Stored items

──────

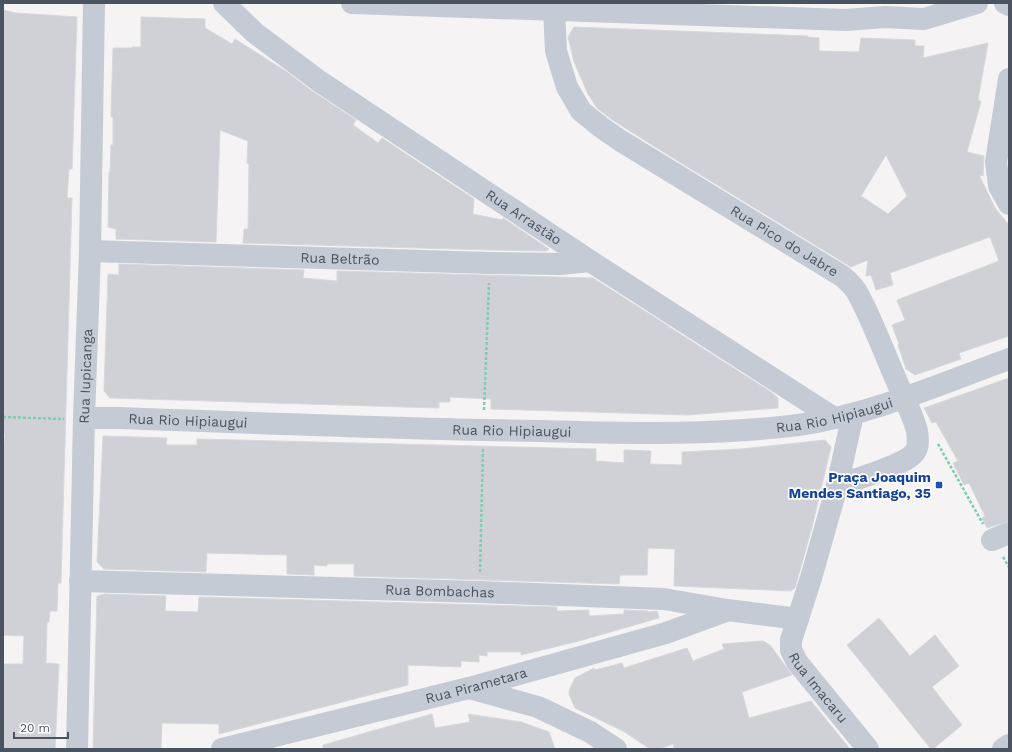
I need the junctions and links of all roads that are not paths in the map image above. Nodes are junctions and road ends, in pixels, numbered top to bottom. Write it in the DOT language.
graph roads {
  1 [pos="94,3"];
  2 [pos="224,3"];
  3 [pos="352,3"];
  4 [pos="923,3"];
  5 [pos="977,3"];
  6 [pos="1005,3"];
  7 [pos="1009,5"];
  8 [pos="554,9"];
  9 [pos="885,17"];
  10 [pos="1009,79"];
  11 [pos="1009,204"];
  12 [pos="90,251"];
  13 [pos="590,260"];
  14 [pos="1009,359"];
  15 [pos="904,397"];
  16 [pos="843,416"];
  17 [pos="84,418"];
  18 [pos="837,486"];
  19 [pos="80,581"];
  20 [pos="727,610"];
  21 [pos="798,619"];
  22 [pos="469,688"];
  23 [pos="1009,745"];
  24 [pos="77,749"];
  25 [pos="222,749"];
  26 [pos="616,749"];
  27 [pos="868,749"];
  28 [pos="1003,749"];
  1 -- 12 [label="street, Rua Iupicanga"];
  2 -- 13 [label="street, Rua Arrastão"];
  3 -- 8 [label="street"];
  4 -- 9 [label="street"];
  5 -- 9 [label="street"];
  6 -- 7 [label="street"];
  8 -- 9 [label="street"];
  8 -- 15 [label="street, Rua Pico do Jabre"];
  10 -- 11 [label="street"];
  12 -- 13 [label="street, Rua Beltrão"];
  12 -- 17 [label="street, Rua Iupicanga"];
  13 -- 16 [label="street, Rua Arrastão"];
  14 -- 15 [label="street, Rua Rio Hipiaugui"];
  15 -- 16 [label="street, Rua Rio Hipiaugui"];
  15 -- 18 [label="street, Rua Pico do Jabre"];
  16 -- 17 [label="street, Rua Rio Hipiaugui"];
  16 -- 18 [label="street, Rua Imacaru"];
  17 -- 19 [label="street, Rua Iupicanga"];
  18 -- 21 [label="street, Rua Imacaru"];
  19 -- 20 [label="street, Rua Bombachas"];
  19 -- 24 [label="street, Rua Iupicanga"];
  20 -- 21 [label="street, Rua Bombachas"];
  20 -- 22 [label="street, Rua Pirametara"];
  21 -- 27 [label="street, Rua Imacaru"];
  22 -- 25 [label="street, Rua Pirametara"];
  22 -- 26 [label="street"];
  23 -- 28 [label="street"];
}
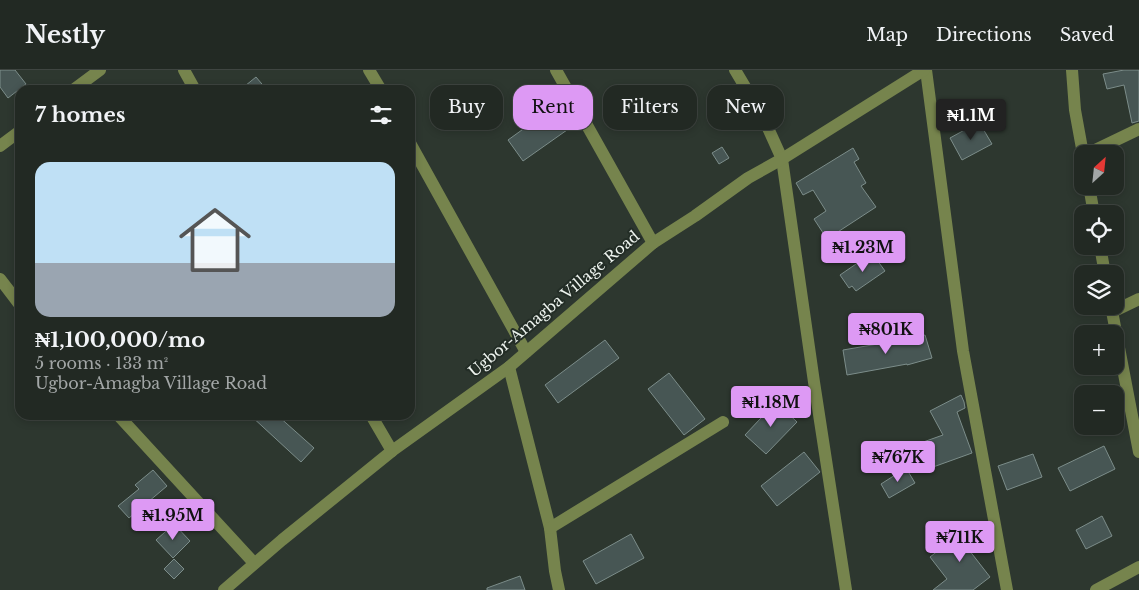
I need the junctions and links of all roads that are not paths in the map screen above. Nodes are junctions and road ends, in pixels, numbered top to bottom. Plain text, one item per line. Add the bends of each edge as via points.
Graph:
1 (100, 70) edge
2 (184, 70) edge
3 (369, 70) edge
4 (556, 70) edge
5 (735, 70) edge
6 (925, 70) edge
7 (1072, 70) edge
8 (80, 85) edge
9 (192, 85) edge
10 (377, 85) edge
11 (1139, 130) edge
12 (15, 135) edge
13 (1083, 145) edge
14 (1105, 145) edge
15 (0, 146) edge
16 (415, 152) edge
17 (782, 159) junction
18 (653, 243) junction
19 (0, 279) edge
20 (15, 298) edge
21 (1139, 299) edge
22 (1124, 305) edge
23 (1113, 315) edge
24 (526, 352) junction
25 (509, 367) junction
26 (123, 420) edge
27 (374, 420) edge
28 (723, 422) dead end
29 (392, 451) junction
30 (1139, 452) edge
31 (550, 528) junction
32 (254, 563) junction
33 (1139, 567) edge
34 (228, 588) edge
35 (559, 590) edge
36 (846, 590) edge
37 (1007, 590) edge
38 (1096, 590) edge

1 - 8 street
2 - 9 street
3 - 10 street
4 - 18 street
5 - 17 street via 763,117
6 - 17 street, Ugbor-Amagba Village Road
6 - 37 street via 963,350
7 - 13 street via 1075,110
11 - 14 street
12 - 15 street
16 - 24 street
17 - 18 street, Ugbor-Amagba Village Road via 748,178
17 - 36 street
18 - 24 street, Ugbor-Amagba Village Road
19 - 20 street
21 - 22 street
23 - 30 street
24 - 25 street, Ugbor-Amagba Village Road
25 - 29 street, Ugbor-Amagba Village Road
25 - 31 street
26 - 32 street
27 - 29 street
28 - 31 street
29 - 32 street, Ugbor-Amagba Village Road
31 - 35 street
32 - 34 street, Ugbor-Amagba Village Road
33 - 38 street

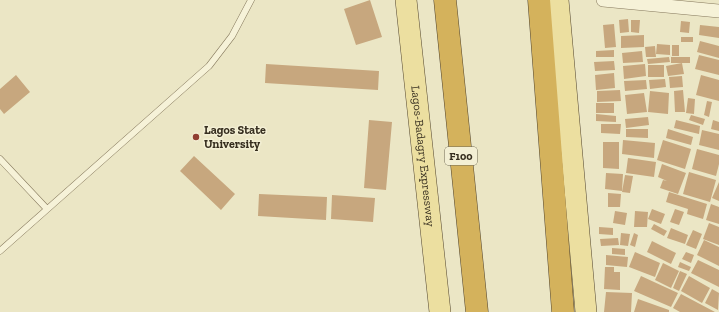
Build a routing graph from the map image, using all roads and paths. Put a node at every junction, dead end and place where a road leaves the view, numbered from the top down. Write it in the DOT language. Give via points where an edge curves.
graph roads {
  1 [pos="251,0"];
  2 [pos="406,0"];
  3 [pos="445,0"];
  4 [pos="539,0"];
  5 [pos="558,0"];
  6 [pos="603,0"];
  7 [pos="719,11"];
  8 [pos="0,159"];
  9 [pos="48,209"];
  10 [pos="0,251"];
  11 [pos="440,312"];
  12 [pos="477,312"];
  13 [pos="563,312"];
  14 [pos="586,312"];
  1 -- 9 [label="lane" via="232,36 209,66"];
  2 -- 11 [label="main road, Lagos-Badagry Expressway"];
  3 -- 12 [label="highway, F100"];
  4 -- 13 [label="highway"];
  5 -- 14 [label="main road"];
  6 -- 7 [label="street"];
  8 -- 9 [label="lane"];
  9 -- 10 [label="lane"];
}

──────

TASK ITEM: Transcribe the records above exactly and drop every picture.

TASK ANSWER:
I need the junctions and links of all roads that are not paths in the map image above. Nodes are junctions and road ends, in pixels, numbered top to bottom. Write it in the DOT language.
graph roads {
  1 [pos="94,3"];
  2 [pos="224,3"];
  3 [pos="352,3"];
  4 [pos="923,3"];
  5 [pos="977,3"];
  6 [pos="1005,3"];
  7 [pos="1009,5"];
  8 [pos="554,9"];
  9 [pos="885,17"];
  10 [pos="1009,79"];
  11 [pos="1009,204"];
  12 [pos="90,251"];
  13 [pos="590,260"];
  14 [pos="1009,359"];
  15 [pos="904,397"];
  16 [pos="843,416"];
  17 [pos="84,418"];
  18 [pos="837,486"];
  19 [pos="80,581"];
  20 [pos="727,610"];
  21 [pos="798,619"];
  22 [pos="469,688"];
  23 [pos="1009,745"];
  24 [pos="77,749"];
  25 [pos="222,749"];
  26 [pos="616,749"];
  27 [pos="868,749"];
  28 [pos="1003,749"];
  1 -- 12 [label="street, Rua Iupicanga"];
  2 -- 13 [label="street, Rua Arrastão"];
  3 -- 8 [label="street"];
  4 -- 9 [label="street"];
  5 -- 9 [label="street"];
  6 -- 7 [label="street"];
  8 -- 9 [label="street"];
  8 -- 15 [label="street, Rua Pico do Jabre"];
  10 -- 11 [label="street"];
  12 -- 13 [label="street, Rua Beltrão"];
  12 -- 17 [label="street, Rua Iupicanga"];
  13 -- 16 [label="street, Rua Arrastão"];
  14 -- 15 [label="street, Rua Rio Hipiaugui"];
  15 -- 16 [label="street, Rua Rio Hipiaugui"];
  15 -- 18 [label="street, Rua Pico do Jabre"];
  16 -- 17 [label="street, Rua Rio Hipiaugui"];
  16 -- 18 [label="street, Rua Imacaru"];
  17 -- 19 [label="street, Rua Iupicanga"];
  18 -- 21 [label="street, Rua Imacaru"];
  19 -- 20 [label="street, Rua Bombachas"];
  19 -- 24 [label="street, Rua Iupicanga"];
  20 -- 21 [label="street, Rua Bombachas"];
  20 -- 22 [label="street, Rua Pirametara"];
  21 -- 27 [label="street, Rua Imacaru"];
  22 -- 25 [label="street, Rua Pirametara"];
  22 -- 26 [label="street"];
  23 -- 28 [label="street"];
}
I need the junctions and links of all roads that are not paths in the map screen above. Nodes are junctions and road ends, in pixels, numbered top to bottom. Plain text, one item per line. Add the bends of each edge as via points.
Graph:
1 (100, 70) edge
2 (184, 70) edge
3 (369, 70) edge
4 (556, 70) edge
5 (735, 70) edge
6 (925, 70) edge
7 (1072, 70) edge
8 (80, 85) edge
9 (192, 85) edge
10 (377, 85) edge
11 (1139, 130) edge
12 (15, 135) edge
13 (1083, 145) edge
14 (1105, 145) edge
15 (0, 146) edge
16 (415, 152) edge
17 (782, 159) junction
18 (653, 243) junction
19 (0, 279) edge
20 (15, 298) edge
21 (1139, 299) edge
22 (1124, 305) edge
23 (1113, 315) edge
24 (526, 352) junction
25 (509, 367) junction
26 (123, 420) edge
27 (374, 420) edge
28 (723, 422) dead end
29 (392, 451) junction
30 (1139, 452) edge
31 (550, 528) junction
32 (254, 563) junction
33 (1139, 567) edge
34 (228, 588) edge
35 (559, 590) edge
36 (846, 590) edge
37 (1007, 590) edge
38 (1096, 590) edge

1 - 8 street
2 - 9 street
3 - 10 street
4 - 18 street
5 - 17 street via 763,117
6 - 17 street, Ugbor-Amagba Village Road
6 - 37 street via 963,350
7 - 13 street via 1075,110
11 - 14 street
12 - 15 street
16 - 24 street
17 - 18 street, Ugbor-Amagba Village Road via 748,178
17 - 36 street
18 - 24 street, Ugbor-Amagba Village Road
19 - 20 street
21 - 22 street
23 - 30 street
24 - 25 street, Ugbor-Amagba Village Road
25 - 29 street, Ugbor-Amagba Village Road
25 - 31 street
26 - 32 street
27 - 29 street
28 - 31 street
29 - 32 street, Ugbor-Amagba Village Road
31 - 35 street
32 - 34 street, Ugbor-Amagba Village Road
33 - 38 street

Build a routing graph from the map image, using all roads and paths. Put a node at every junction, dead end and place where a road leaves the view, numbered from the top down. Write it in the DOT language. Give via points where an edge curves.
graph roads {
  1 [pos="251,0"];
  2 [pos="406,0"];
  3 [pos="445,0"];
  4 [pos="539,0"];
  5 [pos="558,0"];
  6 [pos="603,0"];
  7 [pos="719,11"];
  8 [pos="0,159"];
  9 [pos="48,209"];
  10 [pos="0,251"];
  11 [pos="440,312"];
  12 [pos="477,312"];
  13 [pos="563,312"];
  14 [pos="586,312"];
  1 -- 9 [label="lane" via="232,36 209,66"];
  2 -- 11 [label="main road, Lagos-Badagry Expressway"];
  3 -- 12 [label="highway, F100"];
  4 -- 13 [label="highway"];
  5 -- 14 [label="main road"];
  6 -- 7 [label="street"];
  8 -- 9 [label="lane"];
  9 -- 10 [label="lane"];
}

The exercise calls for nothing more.